Initially, Juliet is planning to kill herself if Friar Lawrence doesn't have a solution to her problem. After hearing her father's decree that she marry Count Paris and the Nurse's denouncement of Romeo at the end of Act III she has no choice but to turn to the Friar for advice. After an awkward conversation with Paris outside Lawrence's "cell" at the beginning of Act IV, she reveals to the Friar that she's carrying a knife and will use it if he can't advise her:
If in thy wisdom thou canst give no help,
Do thou but call my resolution wise,
And with this knife I’ll help it presently.

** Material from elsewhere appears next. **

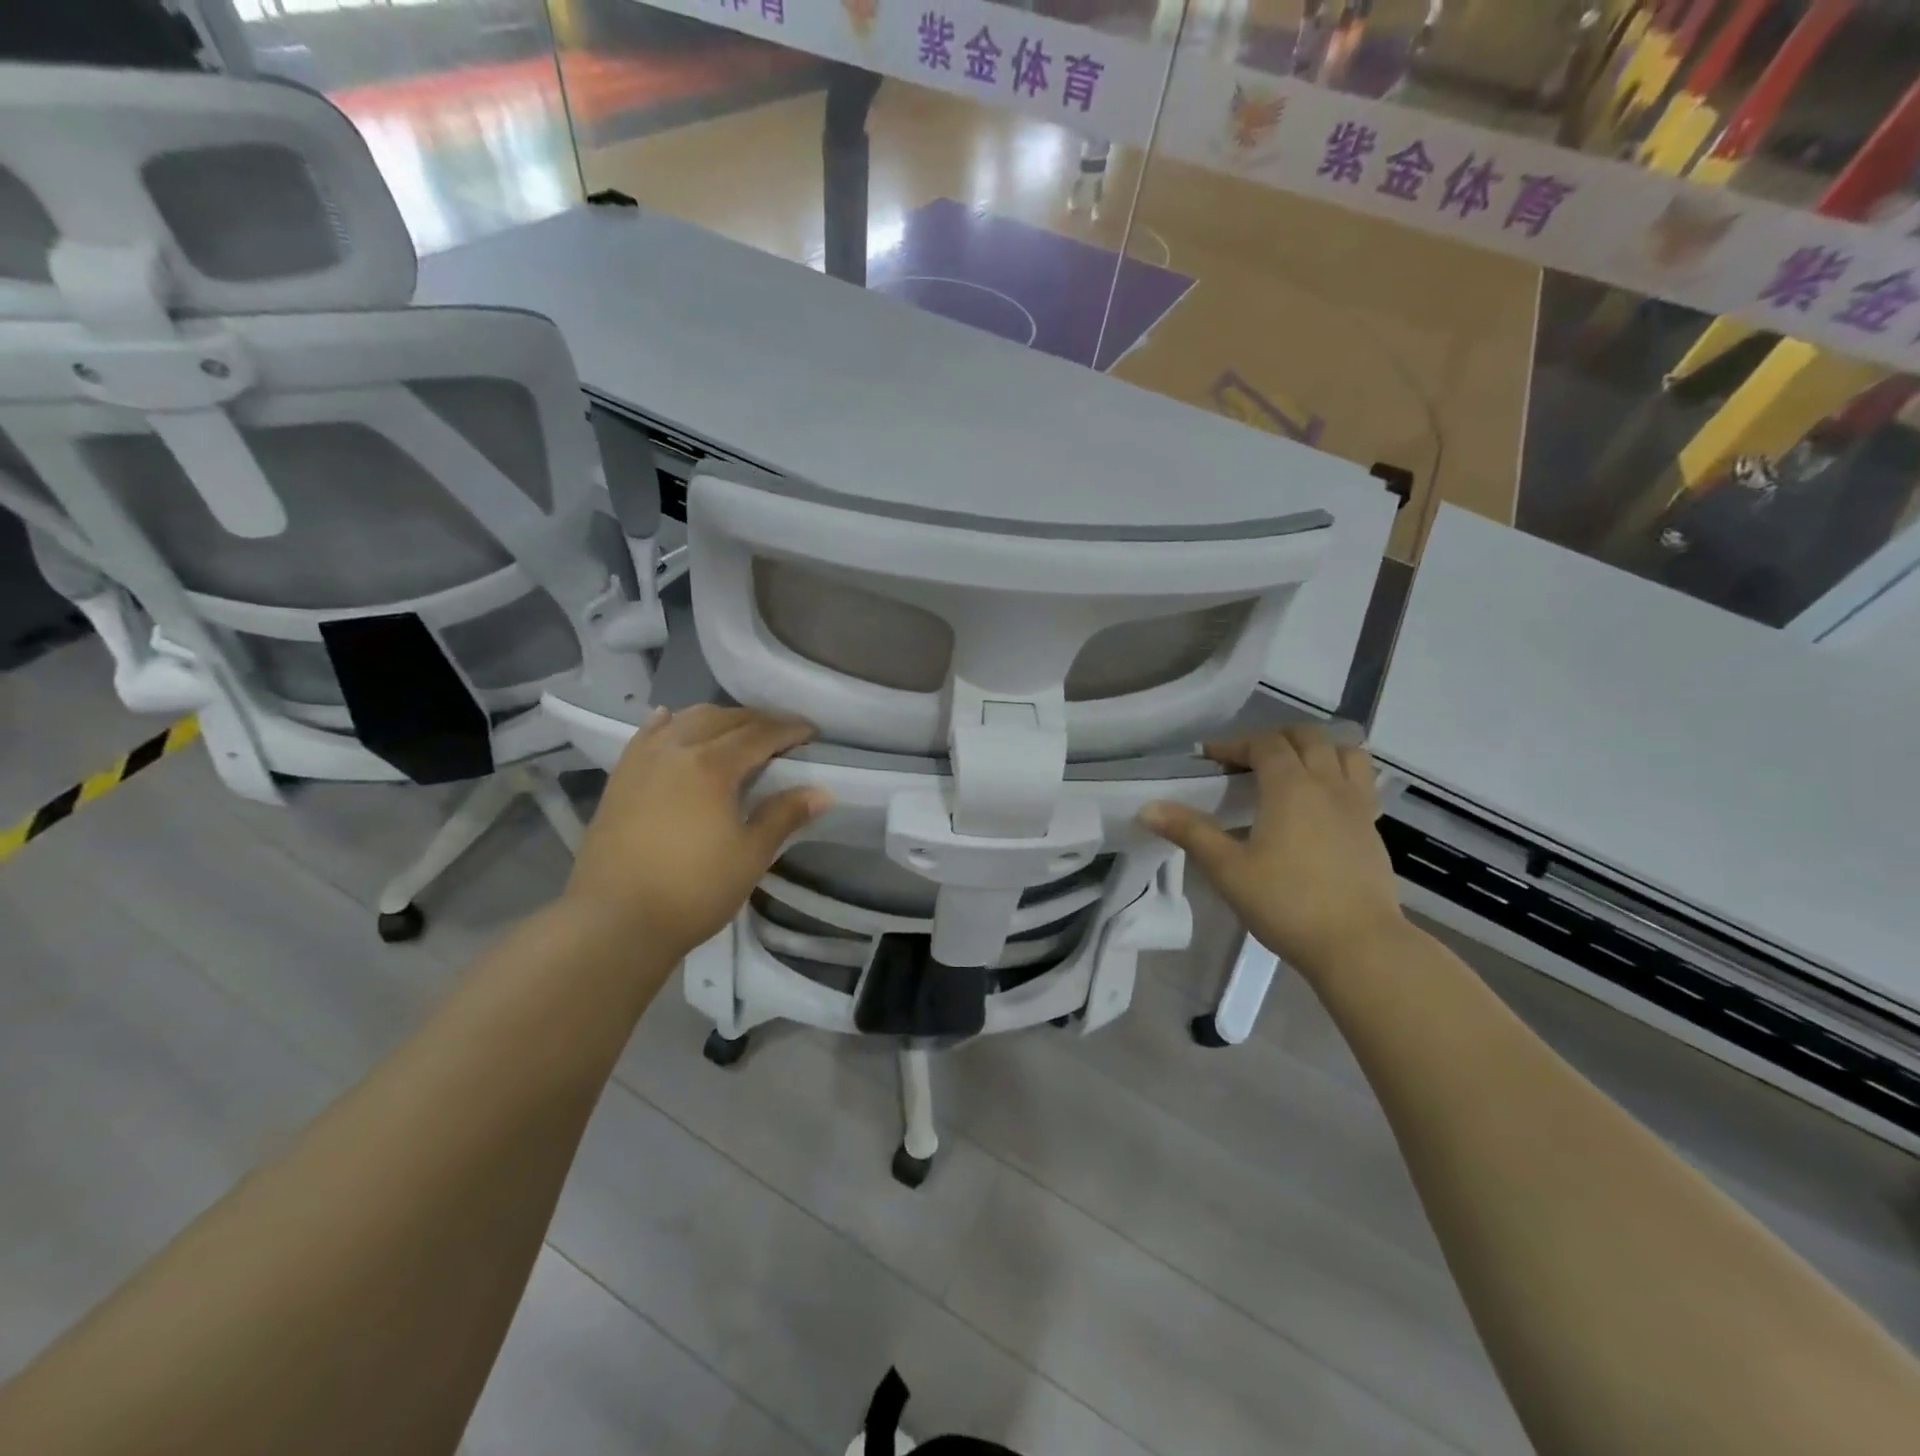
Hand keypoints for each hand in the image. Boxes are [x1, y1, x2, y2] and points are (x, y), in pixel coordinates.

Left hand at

The Friar has obviously been thinking about her problem after being asked by Paris to perform the marriage. He would be equally guilty if he were to marry her to another man, and so his reputation is just as much at stake. Therefore, he comes up with a wild plan for Juliet to fake her death by taking a potion which will render her lifeless for almost two days. Shakespeare has foreshadowed Lawrence's ability to create such a chemical mixture earlier in the play when he is picking herbs and flowers outside the church in Act II, Scene 3. He further tells Juliet that he will send a message to Romeo to retrieve her after she has been laid away in the Capulet tomb. If not for the plague threat which delays Friar John, the plan might have worked. Unfortunately, Romeo receives news that Juliet is dead before Lawrence's message reaches him.